The researchers note that skilled users able to rely on touch typing are harder to detect accurately, with single-key recognition dropping from 64 to 40 percent at the higher speeds enabled by the technique.

Hm. Sounds like "some cases" are hunt and peck typists or very slow touch typists.

I don't know if training for each victim's typing is really needed. I get the impression they were identifying unique sounds and converting that to the correct letters. I only skimmed and I didn't quite understand the description of the mechanisms. Something about deep learning and convolution or...? I think they also said they didn't use a language model so I could be wrong.

[–] Pons_Aelius@kbin.social 6 points 11 months ago* (last edited 11 months ago) (4 children)

The problems is that even with up to 95% accuracy that still means the with a password length of 10 there is a 50/50 chance that one character is wrong.

A password with one character wrong is just as useless as randomly typing.

Which character is wrong and what should it be? You only have 2 or 3 more guess till most systems will lock the account.

This is an interesting academic exercise but there are much better and easier ways to gain access to passwords and systems.

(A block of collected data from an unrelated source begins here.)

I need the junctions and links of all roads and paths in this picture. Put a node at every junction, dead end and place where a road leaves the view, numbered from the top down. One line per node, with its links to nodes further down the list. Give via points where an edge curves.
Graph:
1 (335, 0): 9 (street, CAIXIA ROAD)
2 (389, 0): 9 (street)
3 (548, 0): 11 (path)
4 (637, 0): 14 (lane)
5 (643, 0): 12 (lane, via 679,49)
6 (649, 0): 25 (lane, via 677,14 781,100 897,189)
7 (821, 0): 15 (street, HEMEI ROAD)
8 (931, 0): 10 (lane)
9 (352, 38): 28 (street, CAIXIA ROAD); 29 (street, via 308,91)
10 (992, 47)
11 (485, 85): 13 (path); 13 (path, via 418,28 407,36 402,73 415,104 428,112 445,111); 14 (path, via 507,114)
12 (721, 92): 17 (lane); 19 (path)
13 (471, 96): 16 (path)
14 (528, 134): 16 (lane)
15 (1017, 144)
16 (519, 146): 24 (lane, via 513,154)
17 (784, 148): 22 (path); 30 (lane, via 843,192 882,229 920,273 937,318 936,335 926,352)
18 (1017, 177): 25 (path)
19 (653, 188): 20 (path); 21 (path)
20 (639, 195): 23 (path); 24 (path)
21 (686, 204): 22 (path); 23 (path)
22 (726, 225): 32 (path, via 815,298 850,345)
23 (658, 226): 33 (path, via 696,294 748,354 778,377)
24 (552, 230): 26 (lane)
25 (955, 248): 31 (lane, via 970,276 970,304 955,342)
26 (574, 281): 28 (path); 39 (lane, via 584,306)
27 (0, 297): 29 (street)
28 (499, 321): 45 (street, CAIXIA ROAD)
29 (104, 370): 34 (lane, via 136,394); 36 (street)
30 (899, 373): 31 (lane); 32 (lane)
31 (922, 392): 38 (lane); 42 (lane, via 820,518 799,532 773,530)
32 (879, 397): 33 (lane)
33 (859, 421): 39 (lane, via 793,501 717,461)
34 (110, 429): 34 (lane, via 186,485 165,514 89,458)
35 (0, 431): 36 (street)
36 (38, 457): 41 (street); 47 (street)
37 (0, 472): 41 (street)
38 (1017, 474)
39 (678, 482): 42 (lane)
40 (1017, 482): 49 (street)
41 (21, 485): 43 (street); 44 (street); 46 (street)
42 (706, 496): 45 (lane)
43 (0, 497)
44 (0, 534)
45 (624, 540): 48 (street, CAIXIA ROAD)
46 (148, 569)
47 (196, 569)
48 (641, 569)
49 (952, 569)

The world is not a bond movie.

Deploying social engineering is much easier than this sort of attack.

[–] warrenson@lemmy.nz 5 points 11 months ago

"Hearing" the same password twice drastically increases the accuracy, however, social engineering is indeed the most effective and efficient attack method.

[–] 0xD@infosec.pub 4 points 11 months ago

If the password is not random, as they seldomly are, you can just guess the last, or even the last few characters of they are not correct.

[–] prole@sh.itjust.works 3 points 11 months ago* (last edited 11 months ago)

The world is not a bond movie.

Deploying social engineering is much easier than this sort of attack.

Have you never seen a Bond movie? Yeah they always have a gadget or two, but the rest is basically him social engineering his way through the film. And shooting. Usually lots of shooting too.

[–] agent_flounder@lemmy.world 2 points 11 months ago

I was thinking of this attack in terms of grabbing emails, documents, stuff like that. Or snippets thereof.

[–] prole@sh.itjust.works 2 points 11 months ago

I imagine it probably also uses an algorithm to attempt to "guess" the next letter (or the full word itself, like your phone keyboard does) based on existing words. Then maybe an LLM can determine which of the potential words are the most likely being typed based on the context.

I dunno if that makes any sense, but that's how I pictured it working in my brain movies.